Search the records for the string "Pennington", then copy each line that has it.
»»
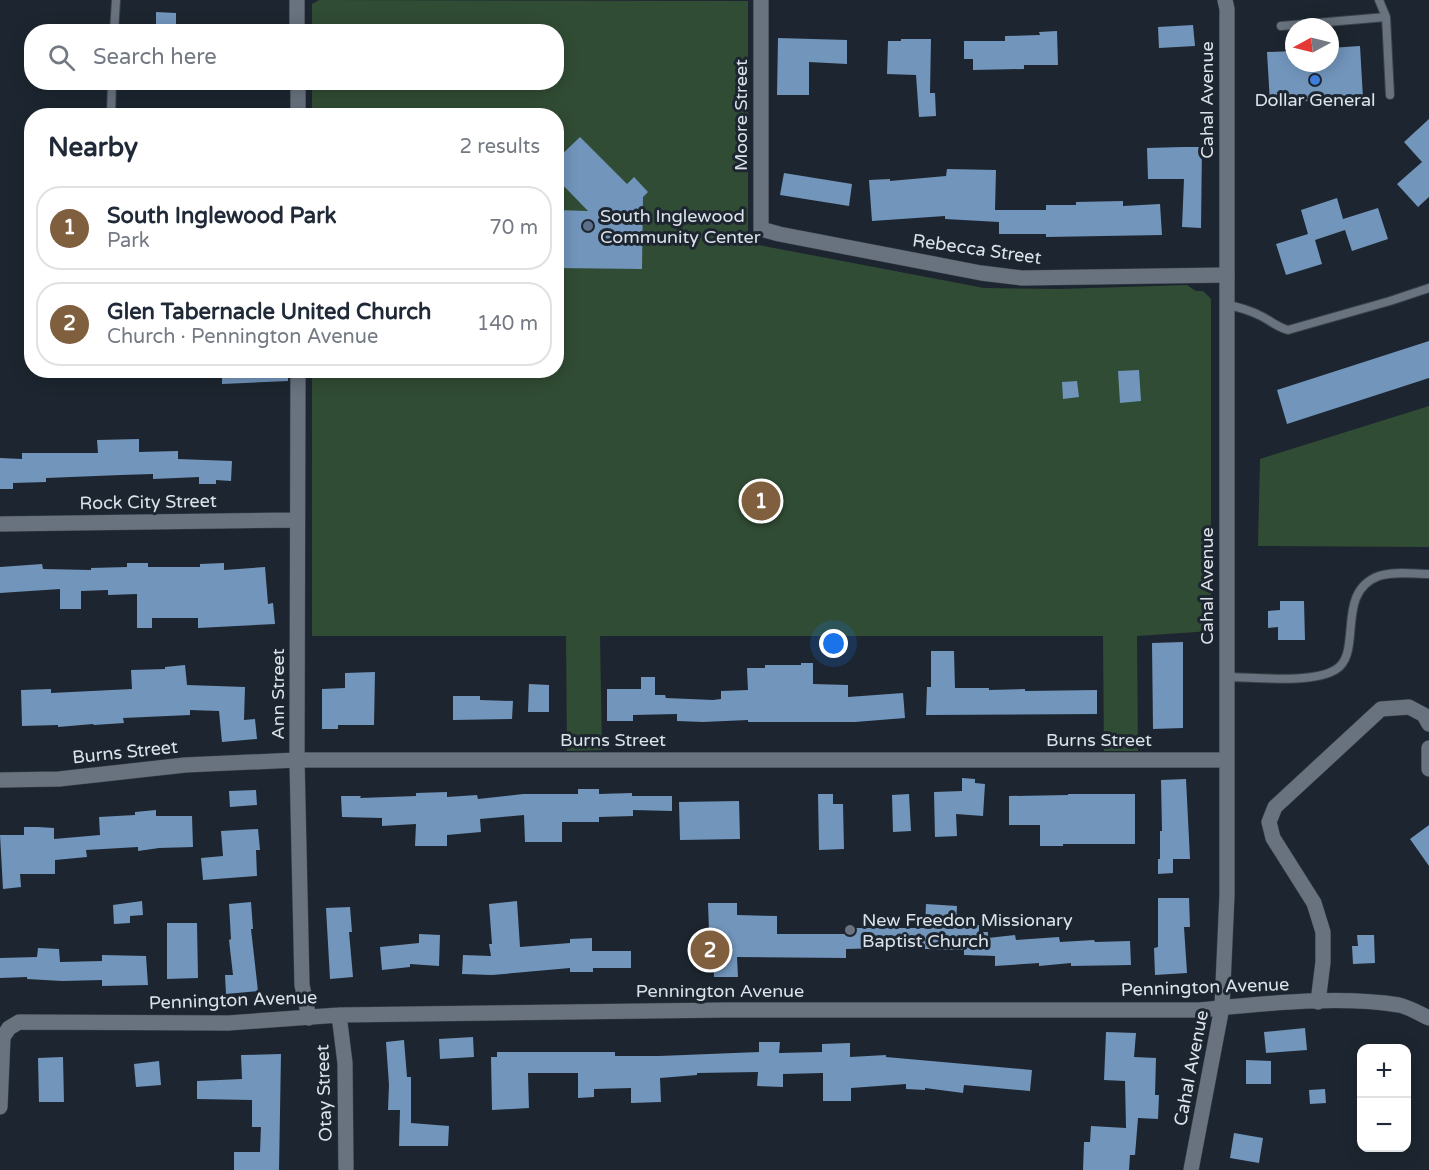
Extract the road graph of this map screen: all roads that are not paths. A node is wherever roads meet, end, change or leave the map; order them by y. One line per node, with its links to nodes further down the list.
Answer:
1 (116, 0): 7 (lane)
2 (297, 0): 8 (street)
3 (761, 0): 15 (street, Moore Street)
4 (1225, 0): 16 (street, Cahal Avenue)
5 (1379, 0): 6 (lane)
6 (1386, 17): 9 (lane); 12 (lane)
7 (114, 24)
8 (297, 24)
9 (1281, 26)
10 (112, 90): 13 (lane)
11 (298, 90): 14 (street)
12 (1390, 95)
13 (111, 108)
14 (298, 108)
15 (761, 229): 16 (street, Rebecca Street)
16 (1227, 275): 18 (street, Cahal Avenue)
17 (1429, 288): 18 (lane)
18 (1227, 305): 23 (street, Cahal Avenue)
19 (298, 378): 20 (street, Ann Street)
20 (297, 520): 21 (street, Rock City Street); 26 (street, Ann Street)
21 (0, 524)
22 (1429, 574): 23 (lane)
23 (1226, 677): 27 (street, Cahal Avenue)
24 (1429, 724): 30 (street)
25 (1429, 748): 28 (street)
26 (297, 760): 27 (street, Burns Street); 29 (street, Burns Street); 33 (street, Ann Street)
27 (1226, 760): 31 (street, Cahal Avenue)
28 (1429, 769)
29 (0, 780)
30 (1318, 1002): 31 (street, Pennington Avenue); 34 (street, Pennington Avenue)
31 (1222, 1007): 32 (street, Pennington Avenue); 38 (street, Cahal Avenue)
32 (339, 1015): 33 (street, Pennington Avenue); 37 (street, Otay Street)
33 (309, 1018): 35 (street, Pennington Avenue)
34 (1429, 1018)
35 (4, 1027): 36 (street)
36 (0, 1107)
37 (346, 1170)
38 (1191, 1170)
««
Answer for the task -
30 (1318, 1002): 31 (street, Pennington Avenue); 34 (street, Pennington Avenue)
31 (1222, 1007): 32 (street, Pennington Avenue); 38 (street, Cahal Avenue)
32 (339, 1015): 33 (street, Pennington Avenue); 37 (street, Otay Street)
33 (309, 1018): 35 (street, Pennington Avenue)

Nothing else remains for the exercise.